Considerato in diritto
Il ricorso, a tratti inammissibile, è nel complesso infondato.
1.I primi due motivi, interdipendenti, sono a vario titolo generici, non consentiti in sede di legittimità e manifestamente infondati.
1.1. Le doglianze difensive si sostanziano in una complessiva protesta di dissenso e non si confrontano compiutamente con gli elaborati del duplice grado di merito -in doppia conforme sulla responsabilità ed ai quali, per ciò solo, è possibile indifferentemente attingere -che, a riguardo dell’estromissione dal patrimonio dell’impresa individuale dei 4 automezzi, hanno
concordemente propeso per la consumazione di fatti distrattivi di rilievo penale, concretamente pregiudizievoli per la massa dei creditori del fallimento. Con incedere piano e logico, immune da qualsiasi travisamento, le decisioni in rassegna hanno tratto dagli accertamenti del curatore fallimentare e della polizia giudiziaria l’avvenuta compressione della garanzia patrimoniale destinata al soddisfacimento dei creditori, con particolare e non esclusivo riferimento al valore economico e al pregio ‘s portiv o’ della Toyota Celica; ne hanno apprezzato la preferibilità rispetto alle conclusioni del consulente di parte COGNOME , correlate a semplici ‘indagini di mercato per i modelli di riferimento ed alla consultazione di mercuriali e riviste specializzate’ (pag.5 primo grado, pag. 9 appello), senza alcuna considerazione del prestigio storico di una di esse e in mancanza di qualsiasi approfondimento delle condizioni di conservazione dei veicoli; hanno sottolineato che la valutazione eseguita dalla polizia giudiziaria è del luglio del 2019, un anno e nove mesi dopo il fallimento, quando il valore dei beni, soggetti ad endemico, progressivo deprezzamento, avrebbe potuto ritenersi più elevato (pag.12 appello).

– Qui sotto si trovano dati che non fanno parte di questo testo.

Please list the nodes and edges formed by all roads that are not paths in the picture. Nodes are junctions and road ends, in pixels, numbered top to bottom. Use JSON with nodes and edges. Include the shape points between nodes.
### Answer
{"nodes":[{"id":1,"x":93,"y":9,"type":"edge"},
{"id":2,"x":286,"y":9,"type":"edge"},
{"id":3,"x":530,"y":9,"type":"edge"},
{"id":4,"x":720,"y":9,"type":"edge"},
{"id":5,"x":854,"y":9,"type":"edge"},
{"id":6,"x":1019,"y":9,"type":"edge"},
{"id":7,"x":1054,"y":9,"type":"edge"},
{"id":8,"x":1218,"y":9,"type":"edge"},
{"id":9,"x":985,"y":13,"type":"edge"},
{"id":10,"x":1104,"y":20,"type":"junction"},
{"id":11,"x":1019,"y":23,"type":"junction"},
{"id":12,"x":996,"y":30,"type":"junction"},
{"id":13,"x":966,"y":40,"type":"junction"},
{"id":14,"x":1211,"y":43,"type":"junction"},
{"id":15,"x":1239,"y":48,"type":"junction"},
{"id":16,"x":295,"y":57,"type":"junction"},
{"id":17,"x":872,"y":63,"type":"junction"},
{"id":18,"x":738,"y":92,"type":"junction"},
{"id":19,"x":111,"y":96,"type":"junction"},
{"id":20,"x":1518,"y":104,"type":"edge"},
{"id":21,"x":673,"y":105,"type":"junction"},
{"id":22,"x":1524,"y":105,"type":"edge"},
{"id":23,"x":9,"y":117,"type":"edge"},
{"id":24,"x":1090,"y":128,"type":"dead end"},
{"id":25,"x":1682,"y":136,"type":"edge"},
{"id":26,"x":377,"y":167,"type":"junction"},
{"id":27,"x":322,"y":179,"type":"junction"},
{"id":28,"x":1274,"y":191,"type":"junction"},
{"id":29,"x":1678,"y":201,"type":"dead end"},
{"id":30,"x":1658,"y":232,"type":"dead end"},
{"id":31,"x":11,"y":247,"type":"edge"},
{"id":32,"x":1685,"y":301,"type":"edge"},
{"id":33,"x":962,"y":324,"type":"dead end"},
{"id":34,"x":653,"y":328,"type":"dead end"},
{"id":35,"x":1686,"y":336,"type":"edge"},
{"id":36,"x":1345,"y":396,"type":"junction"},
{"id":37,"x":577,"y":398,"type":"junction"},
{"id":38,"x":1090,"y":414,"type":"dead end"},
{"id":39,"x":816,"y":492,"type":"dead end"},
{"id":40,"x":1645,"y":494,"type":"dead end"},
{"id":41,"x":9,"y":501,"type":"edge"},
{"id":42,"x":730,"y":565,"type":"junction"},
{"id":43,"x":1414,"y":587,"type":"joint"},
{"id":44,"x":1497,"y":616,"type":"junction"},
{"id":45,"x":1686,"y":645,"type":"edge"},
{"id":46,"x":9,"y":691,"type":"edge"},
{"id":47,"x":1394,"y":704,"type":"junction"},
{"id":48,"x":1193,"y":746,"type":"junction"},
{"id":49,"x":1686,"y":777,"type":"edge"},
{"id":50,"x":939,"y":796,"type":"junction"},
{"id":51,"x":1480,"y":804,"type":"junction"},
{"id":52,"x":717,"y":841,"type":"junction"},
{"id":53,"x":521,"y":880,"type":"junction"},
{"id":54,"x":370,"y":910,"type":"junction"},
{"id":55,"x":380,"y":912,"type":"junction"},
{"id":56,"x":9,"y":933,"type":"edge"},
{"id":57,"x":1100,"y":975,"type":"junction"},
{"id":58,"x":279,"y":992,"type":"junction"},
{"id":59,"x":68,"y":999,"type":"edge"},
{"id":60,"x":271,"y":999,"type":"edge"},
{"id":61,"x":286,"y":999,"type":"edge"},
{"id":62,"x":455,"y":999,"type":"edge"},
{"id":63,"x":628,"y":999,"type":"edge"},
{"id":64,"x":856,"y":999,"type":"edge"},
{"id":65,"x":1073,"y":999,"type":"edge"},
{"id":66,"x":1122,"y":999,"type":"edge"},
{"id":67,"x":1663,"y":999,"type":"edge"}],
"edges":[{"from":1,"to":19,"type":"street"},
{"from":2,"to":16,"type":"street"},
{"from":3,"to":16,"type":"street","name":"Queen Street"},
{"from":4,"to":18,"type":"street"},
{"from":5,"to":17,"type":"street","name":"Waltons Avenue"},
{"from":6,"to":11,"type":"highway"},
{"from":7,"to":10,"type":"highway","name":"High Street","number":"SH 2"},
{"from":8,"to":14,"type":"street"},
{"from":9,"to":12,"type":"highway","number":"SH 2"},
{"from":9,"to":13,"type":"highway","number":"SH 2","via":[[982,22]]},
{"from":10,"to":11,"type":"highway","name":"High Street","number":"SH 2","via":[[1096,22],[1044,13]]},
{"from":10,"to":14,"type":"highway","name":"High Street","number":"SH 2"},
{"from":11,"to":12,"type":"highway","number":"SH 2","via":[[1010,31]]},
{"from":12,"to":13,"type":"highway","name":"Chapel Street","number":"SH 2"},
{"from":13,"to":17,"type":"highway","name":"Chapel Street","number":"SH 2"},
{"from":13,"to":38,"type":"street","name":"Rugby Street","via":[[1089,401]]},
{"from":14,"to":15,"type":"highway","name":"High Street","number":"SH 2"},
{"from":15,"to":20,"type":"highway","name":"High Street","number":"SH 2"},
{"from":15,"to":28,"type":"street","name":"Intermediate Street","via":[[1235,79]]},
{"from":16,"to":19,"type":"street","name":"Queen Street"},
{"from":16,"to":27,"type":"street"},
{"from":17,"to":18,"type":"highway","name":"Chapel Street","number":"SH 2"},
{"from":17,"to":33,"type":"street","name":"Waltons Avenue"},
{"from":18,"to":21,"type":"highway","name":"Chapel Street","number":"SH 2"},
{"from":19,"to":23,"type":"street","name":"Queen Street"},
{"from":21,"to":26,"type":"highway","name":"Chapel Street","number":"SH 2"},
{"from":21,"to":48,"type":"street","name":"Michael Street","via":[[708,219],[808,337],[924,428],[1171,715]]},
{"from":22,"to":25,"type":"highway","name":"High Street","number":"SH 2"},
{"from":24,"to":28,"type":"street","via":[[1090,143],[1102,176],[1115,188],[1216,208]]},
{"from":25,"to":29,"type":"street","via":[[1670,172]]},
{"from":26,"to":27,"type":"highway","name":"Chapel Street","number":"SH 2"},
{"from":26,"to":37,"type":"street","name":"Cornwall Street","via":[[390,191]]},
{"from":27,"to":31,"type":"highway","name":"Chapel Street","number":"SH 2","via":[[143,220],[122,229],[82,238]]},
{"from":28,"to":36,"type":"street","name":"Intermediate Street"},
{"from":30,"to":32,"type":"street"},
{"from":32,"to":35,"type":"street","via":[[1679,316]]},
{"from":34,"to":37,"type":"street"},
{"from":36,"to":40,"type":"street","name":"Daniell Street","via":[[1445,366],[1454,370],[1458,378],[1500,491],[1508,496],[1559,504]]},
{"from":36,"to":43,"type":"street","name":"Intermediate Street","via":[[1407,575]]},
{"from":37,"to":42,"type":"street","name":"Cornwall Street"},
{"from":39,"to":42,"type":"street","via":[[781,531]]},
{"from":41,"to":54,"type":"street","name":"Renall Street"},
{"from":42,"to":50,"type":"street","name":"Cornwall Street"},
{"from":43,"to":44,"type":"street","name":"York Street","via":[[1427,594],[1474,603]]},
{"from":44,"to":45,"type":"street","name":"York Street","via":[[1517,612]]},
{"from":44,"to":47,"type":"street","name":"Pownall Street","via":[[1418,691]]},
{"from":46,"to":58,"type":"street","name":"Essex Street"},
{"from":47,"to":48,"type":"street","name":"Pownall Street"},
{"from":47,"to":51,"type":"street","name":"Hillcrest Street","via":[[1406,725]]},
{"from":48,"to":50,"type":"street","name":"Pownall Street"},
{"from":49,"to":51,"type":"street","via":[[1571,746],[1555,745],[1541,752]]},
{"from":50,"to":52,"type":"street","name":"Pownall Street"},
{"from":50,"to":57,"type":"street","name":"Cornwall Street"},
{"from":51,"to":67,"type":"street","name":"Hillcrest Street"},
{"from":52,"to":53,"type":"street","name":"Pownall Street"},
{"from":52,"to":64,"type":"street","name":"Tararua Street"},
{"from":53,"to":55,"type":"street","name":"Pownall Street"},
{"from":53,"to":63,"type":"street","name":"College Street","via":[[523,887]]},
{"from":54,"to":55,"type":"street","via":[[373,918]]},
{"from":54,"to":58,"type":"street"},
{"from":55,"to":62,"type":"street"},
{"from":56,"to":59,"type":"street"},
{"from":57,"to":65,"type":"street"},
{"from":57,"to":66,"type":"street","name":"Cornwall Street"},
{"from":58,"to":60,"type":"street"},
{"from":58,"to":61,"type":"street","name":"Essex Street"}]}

1.2. Mette conto allora rammentare che alla Corte di cassazione non può essere richiesta la “rilettura” degli elementi di fatto posti a fondamento della decisione, il cui apprezzamento è, in via esclusiva, riservato al giudice di merito, senza che possa integrare il vizio di legittimità la mera prospettazione di una diversa, e per il ricorrente più adeguata, valutazione delle risultanze processuali (S.U. n. 6402 del 30/04/1997, Dessimone, Rv. 207944); che il giudice, se ha indicato esaurientemente le ragioni del proprio convincimento, non è tenuto a rispondere in motivazione a tutti i rilievi del consulente tecnico della difesa, in quanto la consulenza tecnica costituisce solo un contributo tecnico a sostegno della parte e non un mezzo di prova che il giudice deve necessariamente prendere in esame in modo autonomo (sez. 2, n. 15248 del 24/01/2020, COGNOME, Rv.279062; sez. 5, n.42821 del 19/06/2014, COGNOME e altri, Rv.262111); che -anche a voler accedere alle riflessioni del consulente della difesa, che ha comunque calcolato in euro 5.500 il valore complessivo dei mezzi -integra il delitto di bancarotta fraudolenta per distrazione la dismissione di beni strumentali obsoleti distaccati dal patrimonio sociale in assenza di utile o corrispettivo, trattandosi di beni la cui consistenza economica, sebbene minima, esigua o ridottissima, è idonea comunque a costituire garanzia per i creditori (sez.5, n. 31680 del 03/06/2021, COGNOME, Rv. 281768, menzionata anche dalla sentenza impugnata). Fuor di luo go, poi, pretendere di calibrare la ‘qualità’ della sottrazione alla voragine debitoria cagionata dal fallimento -prodotto meritevole, invece, di più ampia censura o alle ‘spese’ che la curatela avrebbe dovuto ipoteticamente sopportare per la gestione dei veicoli una volta correttamente consegnati dal fallito, quasi a legittimare, paradossalmente e pretestuosamente, il depauperamento così operato, cagionato anche dagli inadempimenti che ne hanno condotto al fermo amministrativo come più ‘conveniente’ per la procedura concorsuale.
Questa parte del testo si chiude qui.